Friday, December 26, 2014

The Trip to Hailu's House

Now that we've been here a while, our coworkers are starting to invite us to their houses for coffee and snacks. It's really awesome because I feel like the community is really welcoming us to Durame and accepting us into their lives and culture. Yay, for integration! :)

A few weeks ago, we went with my coworker, Hailu, to the place where he grew up out in the country. After walking about 45 minutes out of town, we turned down a narrow road lined with plants and shaded by towering eucalyptus trees. It was beautiful already.


We met his brother and his family and his mother at the house where he grew up. His mother is very old and missing quite a few teeth, but very friendly and kind. She was very impressed with my limited Kambatissa (local language) skills and laughed deeply as I greeted her, showing all of the few teeth she has left.


Hailu was eager to show us around the whole place and we were happy to see how an Ethiopian farm works. First, we saw the barn, where the cows, goats, sheep, chickens, and his mother sleeps. See the picture below to see her bed, tucked into a back room of the barn. The corn hanging from the ceiling are seeds for next year. The cows are just to the right of the frame. Under where the corn is, is the pen for the goats and sheep to sleep at night.


As we toured the farm, we saw all kinds of fruit, vegetables, and grains. There were big avocado trees and swooping gishta trees, clumps of banana trees and single incet (false banana), small, sprightly coffee trees and thick mango trees, alight with blooms. We saw cabbage, sugar cane, bush beans and fields of golden tef, the grain they use to make the national dish, injera. It was absolutely amazing how many foods they were growing and how healthy everything looked, including the plump babies running around the house. :)





After the tour, we tried some sugar cane. It was our first time eating it and I must say, that stuff it tough!! First you have to whack a piece off with a knife.
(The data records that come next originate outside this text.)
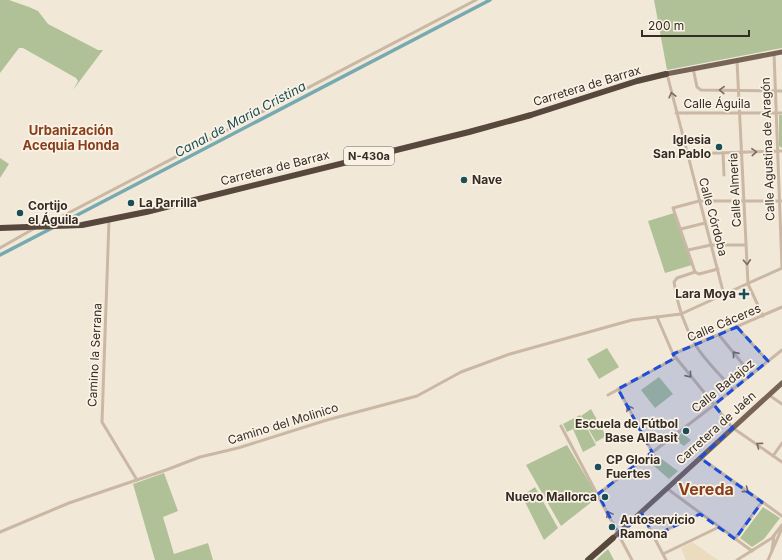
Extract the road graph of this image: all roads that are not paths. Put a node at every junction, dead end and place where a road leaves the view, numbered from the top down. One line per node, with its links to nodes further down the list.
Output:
1 (476, 0): 26 (street)
2 (782, 52): 3 (main road)
3 (774, 53): 4 (main road); 8 (street, Calle Agustina de Aragón)
4 (737, 60): 5 (main road); 7 (street, Calle Almería)
5 (693, 68): 6 (main road); 7 (street, one-way to 5)
6 (666, 74): 10 (street, Calle Córdoba, one-way to 6); 24 (highway, Carretera de Barrax / N-430a)
7 (740, 91): 8 (street); 11 (street, Calle Almería)
8 (775, 91): 9 (street); 12 (street, Calle Agustina de Aragón)
9 (782, 91)
10 (676, 113): 11 (street, Calle Águila); 18 (street, Calle Córdoba)
11 (741, 113): 12 (street, Calle Águila); 17 (street, Calle Almería)
12 (776, 113): 13 (street, Calle Águila); 14 (street, Calle Agustina de Aragón)
13 (782, 113)
14 (778, 151): 15 (street); 17 (street, one-way to 14); 23 (street, Calle Agustina de Aragón)
15 (782, 151)
16 (723, 153): 17 (street); 18 (street); 20 (street)
17 (742, 153): 22 (street, Calle Almería)
18 (687, 154): 19 (street); 21 (street, Calle Córdoba)
19 (672, 158)
20 (724, 175)
21 (699, 201): 22 (street); 25 (street, Calle Córdoba); 28 (street)
22 (744, 201): 23 (street); 30 (street, Calle Almería)
23 (781, 201): 33 (street, Calle Agustina de Aragón)
24 (109, 220): 26 (highway, Carretera de Barrax / N-430a); 65 (street, Camino la Serrana)
25 (705, 223): 28 (street); 29 (street, Calle Córdoba)
26 (36, 226): 27 (highway, Carretera de Barrax / N-430a); 31 (street)
27 (0, 228)
28 (682, 229): 32 (street)
29 (711, 245): 30 (street); 32 (street); 34 (street, Calle Córdoba)
30 (746, 245): 36 (street, Calle Almería, one-way to 36)
31 (0, 248)
32 (688, 250): 35 (street)
33 (782, 268): 36 (street, Camino del Molinico)
34 (718, 269): 35 (street); 37 (street, Calle Córdoba)
35 (695, 272): 39 (street)
36 (748, 284): 37 (street, Camino del Molinico); 40 (street, Calle Almería)
37 (724, 295): 39 (street, Camino del Molinico)
38 (782, 307): 40 (street, Calle Cáceres)
39 (681, 314): 41 (street, Camino del Molinico); 44 (street)
40 (763, 316): 42 (street, Calle Cáceres)
41 (657, 317): 46 (street); 65 (street, Camino del Molinico)
42 (737, 327): 43 (street, Calle Cáceres); 48 (street)
43 (719, 335): 44 (street, Calle Cáceres); 49 (street, one-way to 43)
44 (695, 345): 46 (street, Calle Cáceres); 53 (street)
45 (782, 350): 48 (street, Calle Badajoz)
46 (673, 354): 47 (street)
47 (675, 358): 52 (street); 57 (street, one-way to 57)
48 (768, 361): 49 (street, Calle Badajoz)
49 (751, 374): 53 (street, Calle Badajoz)
50 (782, 383): 55 (main road, Carretera de Jaén)
51 (782, 387): 55 (main road, Carretera de Jaén)
52 (618, 389): 54 (street); 61 (street, one-way to 52)
53 (733, 390): 57 (street, Calle Badajoz)
54 (608, 395)
55 (770, 396): 56 (street); 59 (main road, Carretera de Jaén)
56 (782, 404)
57 (714, 405): 59 (street); 61 (street, Calle Badajoz)
58 (562, 426): 67 (street)
59 (735, 428): 62 (street, one-way to 59); 63 (main road, Carretera de Jaén)
60 (782, 443): 62 (street)
61 (652, 452): 67 (street, Calle Badajoz)
62 (773, 456): 64 (street)
63 (702, 458): 66 (main road, Carretera de Jaén); 68 (street, one-way to 68); 76 (main road, Carretera de Jaén)
64 (782, 462)
65 (137, 480): 75 (street, Camino del Molinico)
66 (669, 490): 69 (main road, Carretera de Jaén); 70 (street)
67 (598, 494): 76 (street, one-way to 67)
68 (762, 502): 71 (street); 80 (street)
69 (642, 514): 76 (main road, Carretera de Jaén); 78 (street)
70 (700, 514): 73 (street); 78 (street)
71 (782, 516)
72 (782, 525): 77 (street)
73 (719, 527): 80 (street); 84 (street)
74 (782, 528): 83 (street)
75 (0, 532)
76 (618, 533): 79 (main road, Carretera de Jaén); 86 (street)
77 (776, 533): 81 (street); 83 (street)
78 (654, 536): 84 (street)
79 (612, 538): 85 (highway, Carretera de Jaén)
80 (735, 539): 82 (street)
81 (763, 544): 82 (street); 83 (street)
82 (752, 551): 88 (street)
83 (771, 552): 89 (street)
84 (663, 554): 87 (street)
85 (588, 560)
86 (632, 560)
87 (666, 560)
88 (737, 560)
89 (768, 560)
Then you have to take off the outsides with your teeth and spit it on the ground, you don't eat the purple part. Then finally, you have to gnaw a piece of the inside off, chew it a bit, suck the sweet juice out and spit it out. You don't actually swallow any of it but the juice. It is seriously hard work. My teeth were getting a work out! As you can see from the picture below, the kids were highly amused at my suffering.



Of course, no trip to an Ethiopian's house would be complete without having coffee and some snacks. We had bread, some delicious red beans, too many bananas to count, avocados and tiny cups of deliciously strong coffee. It's amazing that every single thing we had was probably grown within a mile (or closer!) of where we were sitting enjoying it.
On the walk home, in the afternoon sun, we caught a great view of Ambericho Mountain (the same one we can see from our living room window!).


Then we met up with a group of boys going to the market to sell matches. They were very friendly and wanted to speak with us. We used all the Amharic we could and then some. We asked them some simple English questions and a few could answer. They were a lot of fun!


It was a really great day. Ethiopian hospitality never ceases to amaze me. The kindness and love shown to us does not go unnoticed or unappreciated. Durame and its people have found a place in my heart.